The private equity and venture capital industry is recovering from the global financial crisis. Although the industry started off with relatively strong hiring in 2011, employment conditions weakened significantly from early 2011 to the first quarter of 2013.

“The global private equity sector has seen a significant downturn in activity since the start of the economic crisis, which is concerning because it is an important source of funds for the growth businesses that are needed to bring economic recovery,”commented Chris Cummings, Chief Executive of financial industry organization TheCityUK, in July 2012.

Conditions improved markedly after bottoming in early 2013. Job Search Digest’s Employment Index, which is set to 100 in Q1 2011, captures these movements in the job market.

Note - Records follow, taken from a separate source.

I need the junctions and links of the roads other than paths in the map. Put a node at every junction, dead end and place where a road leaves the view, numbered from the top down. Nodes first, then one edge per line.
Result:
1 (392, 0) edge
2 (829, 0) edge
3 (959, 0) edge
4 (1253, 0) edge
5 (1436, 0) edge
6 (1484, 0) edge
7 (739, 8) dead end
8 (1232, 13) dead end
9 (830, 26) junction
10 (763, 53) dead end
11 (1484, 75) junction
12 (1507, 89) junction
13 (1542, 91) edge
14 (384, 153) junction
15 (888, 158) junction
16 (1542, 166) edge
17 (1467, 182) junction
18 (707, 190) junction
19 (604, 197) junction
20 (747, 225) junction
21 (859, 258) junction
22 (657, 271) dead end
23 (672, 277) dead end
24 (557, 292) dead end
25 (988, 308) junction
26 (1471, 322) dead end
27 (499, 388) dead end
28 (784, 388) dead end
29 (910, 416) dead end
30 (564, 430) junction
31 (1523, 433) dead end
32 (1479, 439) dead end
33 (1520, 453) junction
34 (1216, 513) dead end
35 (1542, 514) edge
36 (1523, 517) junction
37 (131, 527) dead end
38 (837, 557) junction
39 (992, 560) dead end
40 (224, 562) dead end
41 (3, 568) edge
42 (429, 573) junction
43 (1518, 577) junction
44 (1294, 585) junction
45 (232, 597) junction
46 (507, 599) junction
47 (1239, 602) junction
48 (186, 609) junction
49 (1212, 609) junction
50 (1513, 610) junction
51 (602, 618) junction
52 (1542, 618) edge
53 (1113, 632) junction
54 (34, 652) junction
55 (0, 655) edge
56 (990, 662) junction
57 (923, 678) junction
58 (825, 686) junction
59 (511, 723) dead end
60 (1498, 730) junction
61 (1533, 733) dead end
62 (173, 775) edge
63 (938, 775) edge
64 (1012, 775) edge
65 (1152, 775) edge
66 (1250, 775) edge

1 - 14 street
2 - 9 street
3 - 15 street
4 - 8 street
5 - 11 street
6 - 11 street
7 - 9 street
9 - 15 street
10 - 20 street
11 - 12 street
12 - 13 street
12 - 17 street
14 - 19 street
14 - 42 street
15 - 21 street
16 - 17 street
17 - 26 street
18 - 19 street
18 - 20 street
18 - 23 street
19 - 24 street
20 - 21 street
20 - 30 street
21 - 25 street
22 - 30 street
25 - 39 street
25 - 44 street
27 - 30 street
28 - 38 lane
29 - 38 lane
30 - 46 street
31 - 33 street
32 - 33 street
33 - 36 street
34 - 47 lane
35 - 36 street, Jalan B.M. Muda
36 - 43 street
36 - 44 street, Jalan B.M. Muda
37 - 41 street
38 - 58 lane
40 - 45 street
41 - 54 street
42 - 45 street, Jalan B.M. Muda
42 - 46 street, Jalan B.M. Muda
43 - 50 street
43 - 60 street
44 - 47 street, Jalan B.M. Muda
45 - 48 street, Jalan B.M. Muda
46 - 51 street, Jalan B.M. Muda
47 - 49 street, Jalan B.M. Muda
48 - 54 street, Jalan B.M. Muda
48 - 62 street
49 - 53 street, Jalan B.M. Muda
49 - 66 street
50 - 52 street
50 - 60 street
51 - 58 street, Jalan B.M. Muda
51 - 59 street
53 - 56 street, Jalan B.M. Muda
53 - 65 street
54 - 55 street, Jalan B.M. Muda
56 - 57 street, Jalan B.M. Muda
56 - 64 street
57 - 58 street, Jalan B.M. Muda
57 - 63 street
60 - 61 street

After a peak of 103 in the second quarter of 2014, conditions weakened somewhat to 95 at the end of 2014 but this cyclical movement was to be expected.

Similar to market hiring trends, global employment distributions are reverting back to pre-financial crisis levels. Asia in particular has become “a ‘hot’ destination for international investors that strive to diversify their portfolios through new profitable ventures”. A recent study has found that Asia has the fastest regional growth for private equity.

In 2011, job postings in Asia reflected a Job Search Digest Index of 29 for private equity and venture capital jobs in the world, which represented a market share of only 8 points less than that of the United States. After a fairly severe ride through the crisis, new job postings in Asia only accounted for an Index of 16 at the end of 2014 – as opposed to the Indices of 44 and 24 of the United States and the United Kingdom, respectively.

Job Search Digest’s database captures detailed changes in global employment distributions. The top place for job openings in the financial world is currently the United Kingdom, with a Job Search Digest Index of 27 at the end of 2014.



New York remains the largest private equity center by funds raised, but London is rapidly gaining ground as the second largest center. This shift reflects the overall view among many that London is becoming the financial capital of the world, taking the lead from the U.S., following the recovery from the global financial crisis.

“The private equity landscape is constantly evolving and fundraising is on the rise in the US, with New York the strongest city globally for raising capital. London is a powerhouse in its own right, whilst second to New York, there is no European city close to matching London’s ability to raise private equity capital,” said Dan Gunner, head of research at Private Equity International.

It remains to be seen whether London can maintain its two consecutive quarter top spot for job openings in the industry. In contrast, New York currently holds the fourth highest spot in the job openings rankings. Also of interest are the European Union results; outside of the UK, job prospects in private equity and venture capital in Europe are relatively low.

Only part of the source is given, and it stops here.